Atualização dos critérios torna classificação mais rigorosa e reforça orientação para que consumidor observe o consumo mensal em kWh
Cgcom/Inmetro e Cejane Borges
A Agência de Metrologia, Avaliação da Conformidade, Inovação e Tecnologia do Tocantins (AEM), órgão delegado do Instituto Nacional de Metrologia, Qualidade e Tecnologia (Inmetro, informa que a partir de janeiro de 2026, entram em vigor novas regras para a Etiqueta Nacional de Conservação de Energia (ENCE) aplicada aos refrigeradores comercializados no país. As alterações estão previstas nas Portarias Inmetro nº 332, de 2021, e nº 736, de 2024, e têm como objetivo aprimorar as informações repassadas aos consumidores sobre eficiência energética.
As mudanças integram o processo contínuo de aperfeiçoamento do Programa Brasileiro de Etiquetagem (PBE), coordenado Inmetro, que busca tornar a comparação entre produtos mais clara, estimular a inovação tecnológica e contribuir para o consumo mais eficiente de energia no Brasil.
O presidente da AEM, Denner Martins, informa que é importante sempre que o consumidor esteja atento às etiquetas dos produtos, lendo com atenção para compreender especialmente o consumo energético”, destaca o gestor.
Principais mudanças

Os critérios para classificação dos produtos ficam mais rigorosos. A principal mudança é o fim das subclasses A+, A++ e A+++, que eram utilizadas para diferenciar modelos mais eficientes. A partir de agora, a etiqueta passa a adotar novas classes de eficiência.

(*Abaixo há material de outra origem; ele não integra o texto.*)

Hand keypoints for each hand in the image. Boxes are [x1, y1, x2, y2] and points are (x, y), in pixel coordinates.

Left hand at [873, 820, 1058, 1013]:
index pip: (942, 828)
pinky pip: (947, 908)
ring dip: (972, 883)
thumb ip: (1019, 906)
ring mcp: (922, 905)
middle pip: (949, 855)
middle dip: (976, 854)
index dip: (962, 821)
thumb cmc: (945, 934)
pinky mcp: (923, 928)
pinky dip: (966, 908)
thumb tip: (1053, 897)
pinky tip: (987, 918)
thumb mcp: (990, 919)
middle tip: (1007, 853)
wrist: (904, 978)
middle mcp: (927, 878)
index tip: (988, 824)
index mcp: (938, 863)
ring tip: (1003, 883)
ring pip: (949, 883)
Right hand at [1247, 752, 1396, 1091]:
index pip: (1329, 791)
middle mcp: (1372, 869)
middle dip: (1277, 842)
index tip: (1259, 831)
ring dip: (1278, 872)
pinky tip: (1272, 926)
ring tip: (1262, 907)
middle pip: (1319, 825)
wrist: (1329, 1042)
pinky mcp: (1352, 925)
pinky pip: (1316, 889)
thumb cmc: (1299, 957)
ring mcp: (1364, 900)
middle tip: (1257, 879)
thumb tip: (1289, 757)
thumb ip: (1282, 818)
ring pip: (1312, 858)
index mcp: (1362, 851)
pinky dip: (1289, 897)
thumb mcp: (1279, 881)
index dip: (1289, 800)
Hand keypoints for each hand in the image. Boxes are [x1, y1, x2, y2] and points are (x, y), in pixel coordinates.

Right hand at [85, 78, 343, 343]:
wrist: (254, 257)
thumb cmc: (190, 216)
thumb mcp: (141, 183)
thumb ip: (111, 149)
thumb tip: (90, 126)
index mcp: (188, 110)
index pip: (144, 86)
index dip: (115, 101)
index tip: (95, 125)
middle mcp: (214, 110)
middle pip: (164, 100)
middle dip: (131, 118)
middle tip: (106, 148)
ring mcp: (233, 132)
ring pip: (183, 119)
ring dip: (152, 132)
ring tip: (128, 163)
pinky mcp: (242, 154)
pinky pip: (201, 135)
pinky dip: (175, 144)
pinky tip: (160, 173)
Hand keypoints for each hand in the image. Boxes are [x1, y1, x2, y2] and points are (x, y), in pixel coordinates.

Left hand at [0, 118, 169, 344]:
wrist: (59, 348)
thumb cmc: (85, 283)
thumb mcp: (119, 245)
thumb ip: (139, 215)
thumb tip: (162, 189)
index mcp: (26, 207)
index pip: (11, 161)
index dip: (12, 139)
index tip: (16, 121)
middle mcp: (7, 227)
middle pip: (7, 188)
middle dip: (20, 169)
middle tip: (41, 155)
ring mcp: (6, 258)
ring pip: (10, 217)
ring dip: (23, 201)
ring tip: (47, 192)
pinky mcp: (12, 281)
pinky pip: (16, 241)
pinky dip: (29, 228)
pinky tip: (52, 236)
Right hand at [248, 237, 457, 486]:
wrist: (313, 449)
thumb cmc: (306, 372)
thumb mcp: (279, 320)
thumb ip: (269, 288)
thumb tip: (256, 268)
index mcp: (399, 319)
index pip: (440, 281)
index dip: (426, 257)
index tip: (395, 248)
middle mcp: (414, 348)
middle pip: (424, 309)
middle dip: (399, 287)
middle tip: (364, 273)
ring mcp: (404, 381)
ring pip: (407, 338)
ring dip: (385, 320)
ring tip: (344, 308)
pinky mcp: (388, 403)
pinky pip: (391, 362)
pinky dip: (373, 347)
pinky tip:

A nova etiqueta, para 2026, passará a exibir somente 3 classes de eficiência para refrigeradores (A, B e C). Essa mudança reflete o alinhamento do PBE com os índices mínimos de eficiência energética para refrigeradores definidos pelo Comitê Gestor de Indicadores e Níveis de Eficiência Energética (CGIEE) - órgão brasileiro responsável por definir os padrões mínimos de eficiência energética para diversos equipamentos, visando à conservação e ao uso racional de energia, sob a coordenação do Ministério de Minas e Energia (MME). Recentemente, por meio de Resolução CGIEE, foram banidos do mercado os produtos que seriam classe D, E e F.
"Com a publicação, ficam mais rigorosos os índices para a classificação da Eficiência Energética dos refrigeradores. Além disso, será adota a versão mais recente da Norma Técnica IEC 62552, utilizada para os ensaios de classificação (IEC 62552-2:2020) e para os ensaios de determinação do consumo de energia (IEC 62552-3:2020), o que reflete o alinhamento da regulamentação brasileira aos padrões internacionais", informa o diretor de Avaliação da Conformidade do Inmetro, João Nery.
Consumidor, fique atento à nova etiqueta
Para escolher um refrigerador, o Inmetro orienta que o consumidor observe a classe de eficiência energética, que permite a comparação rápida e fácil entre dois modelos, mesmo que com diferentes tamanhos, facilitando uma escolha mais consciente e econômica.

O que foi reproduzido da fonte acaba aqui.